Start of INPUT DATA
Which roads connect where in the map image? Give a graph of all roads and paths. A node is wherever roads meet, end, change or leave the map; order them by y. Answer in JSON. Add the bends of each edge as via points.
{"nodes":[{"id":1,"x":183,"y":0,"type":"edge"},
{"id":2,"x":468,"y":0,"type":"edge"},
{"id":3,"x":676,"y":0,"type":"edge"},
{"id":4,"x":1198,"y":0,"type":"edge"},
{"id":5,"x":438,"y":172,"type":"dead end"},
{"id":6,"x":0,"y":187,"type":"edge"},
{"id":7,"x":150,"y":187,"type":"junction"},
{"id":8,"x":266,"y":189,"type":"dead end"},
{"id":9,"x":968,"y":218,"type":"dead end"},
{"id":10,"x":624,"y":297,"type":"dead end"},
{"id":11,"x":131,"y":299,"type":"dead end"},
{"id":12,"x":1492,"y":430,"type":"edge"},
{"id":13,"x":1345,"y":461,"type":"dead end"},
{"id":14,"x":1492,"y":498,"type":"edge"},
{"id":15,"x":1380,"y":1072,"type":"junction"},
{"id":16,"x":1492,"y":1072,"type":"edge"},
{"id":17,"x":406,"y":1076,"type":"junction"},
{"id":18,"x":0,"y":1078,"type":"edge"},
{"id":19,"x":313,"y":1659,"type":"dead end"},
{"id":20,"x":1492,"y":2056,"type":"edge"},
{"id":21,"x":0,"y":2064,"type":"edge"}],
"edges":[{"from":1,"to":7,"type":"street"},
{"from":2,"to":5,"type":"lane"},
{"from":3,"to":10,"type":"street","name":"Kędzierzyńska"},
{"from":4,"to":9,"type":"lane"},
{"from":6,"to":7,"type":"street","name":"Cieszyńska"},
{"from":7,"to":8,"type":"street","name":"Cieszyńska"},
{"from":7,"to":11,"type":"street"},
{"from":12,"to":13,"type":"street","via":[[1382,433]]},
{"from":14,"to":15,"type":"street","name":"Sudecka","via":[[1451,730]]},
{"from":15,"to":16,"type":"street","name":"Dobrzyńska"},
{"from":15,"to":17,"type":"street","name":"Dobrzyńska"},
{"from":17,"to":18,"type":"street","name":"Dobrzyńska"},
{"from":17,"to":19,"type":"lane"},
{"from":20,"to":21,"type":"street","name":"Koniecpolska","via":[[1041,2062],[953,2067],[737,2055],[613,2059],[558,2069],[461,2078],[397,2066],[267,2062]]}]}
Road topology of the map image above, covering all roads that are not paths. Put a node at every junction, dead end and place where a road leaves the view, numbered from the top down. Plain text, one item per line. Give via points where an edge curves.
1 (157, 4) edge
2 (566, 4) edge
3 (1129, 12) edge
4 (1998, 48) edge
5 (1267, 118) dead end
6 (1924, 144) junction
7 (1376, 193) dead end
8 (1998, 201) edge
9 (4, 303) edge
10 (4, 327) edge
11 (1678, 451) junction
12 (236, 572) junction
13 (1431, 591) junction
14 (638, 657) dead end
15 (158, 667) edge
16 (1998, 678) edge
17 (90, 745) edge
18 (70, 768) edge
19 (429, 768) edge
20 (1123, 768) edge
End of INPUT DATA
■ TO DO ■
Only the stretch of lines that begins with the one holding "Road topology of" and ends with the last line above belongs in the answer; please write it out exactly.

■ RESPONSE BOX ■
Road topology of the map image above, covering all roads that are not paths. Put a node at every junction, dead end and place where a road leaves the view, numbered from the top down. Plain text, one item per line. Give via points where an edge curves.
1 (157, 4) edge
2 (566, 4) edge
3 (1129, 12) edge
4 (1998, 48) edge
5 (1267, 118) dead end
6 (1924, 144) junction
7 (1376, 193) dead end
8 (1998, 201) edge
9 (4, 303) edge
10 (4, 327) edge
11 (1678, 451) junction
12 (236, 572) junction
13 (1431, 591) junction
14 (638, 657) dead end
15 (158, 667) edge
16 (1998, 678) edge
17 (90, 745) edge
18 (70, 768) edge
19 (429, 768) edge
20 (1123, 768) edge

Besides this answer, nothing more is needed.